• **WHAT YOU HAVE TO DO**
Would you please state how many lines in the entries contain the word "Kennedylaan"? Only the number should be given.

Collected data:
____

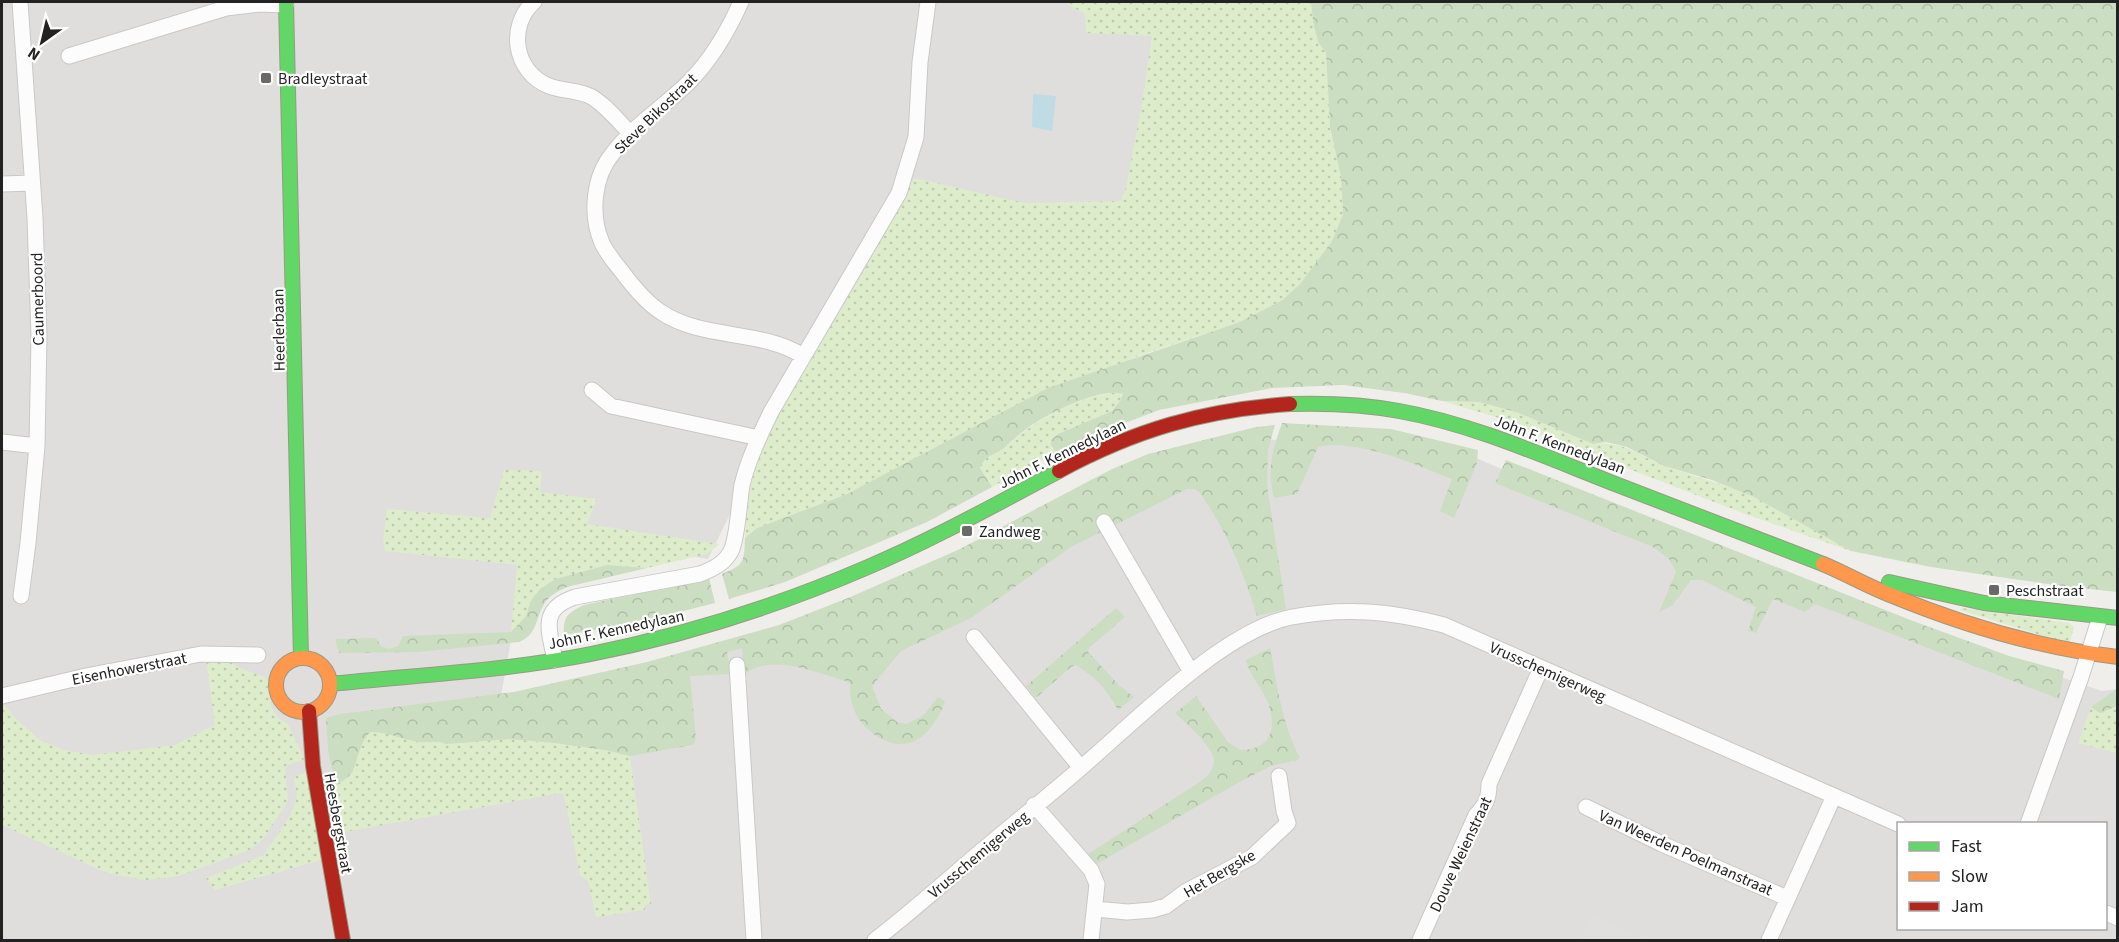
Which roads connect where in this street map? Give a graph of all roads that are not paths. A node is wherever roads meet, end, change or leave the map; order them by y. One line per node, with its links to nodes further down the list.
1 (20, 2): 8 (street, Caumerboord)
2 (534, 2): 7 (street)
3 (741, 2): 7 (street, Steve Bikostraat)
4 (928, 2): 10 (street)
5 (286, 3): 6 (street); 24 (street, Heerlerbaan)
6 (69, 56)
7 (631, 134): 10 (street, Steve Bikostraat)
8 (32, 183): 9 (street); 14 (street, Caumerboord)
9 (2, 184)
10 (803, 356): 12 (street)
11 (592, 390): 12 (street)
12 (759, 438): 25 (street)
13 (2, 442): 14 (street)
14 (37, 446): 17 (street, Caumerboord)
15 (1104, 522): 28 (street)
16 (1843, 573): 18 (street, John F. Kennedylaan); 21 (street, John F. Kennedylaan); 25 (street, John F. Kennedylaan)
17 (21, 596)
18 (2100, 617): 19 (street, John F. Kennedylaan); 21 (street)
19 (2118, 618)
20 (974, 637): 32 (street)
21 (2088, 654): 23 (street, John F. Kennedylaan); 37 (street)
22 (258, 655): 30 (street, Eisenhowerstraat)
23 (2118, 657)
24 (301, 658): 29 (street); 31 (street)
25 (555, 660): 29 (street, John F. Kennedylaan)
26 (737, 665): 43 (street)
27 (1541, 668): 28 (street, Vrusschemigerweg); 34 (street, Vrusschemigerweg); 45 (street, Douve Weienstraat)
28 (1191, 672): 32 (street, Vrusschemigerweg)
29 (330, 684): 31 (street)
30 (2, 696)
31 (309, 711): 42 (street, Heesbergstraat)
32 (1081, 768): 35 (street, Vrusschemigerweg)
33 (1279, 776): 40 (street, Het Bergske)
34 (1834, 796): 38 (street, Vrusschemigerweg); 39 (street, Van Weerden Poelmanstraat)
35 (1035, 806): 40 (street); 41 (street, Vrusschemigerweg)
36 (1586, 807): 39 (street, Van Weerden Poelmanstraat)
37 (2029, 822)
38 (1897, 823)
39 (1787, 898): 46 (street, Van Weerden Poelmanstraat)
40 (1096, 909): 44 (street)
41 (882, 938)
42 (343, 940)
43 (754, 940)
44 (1091, 940)
45 (1420, 940)
46 (1769, 940)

____

• **TASK OUTPUT**
4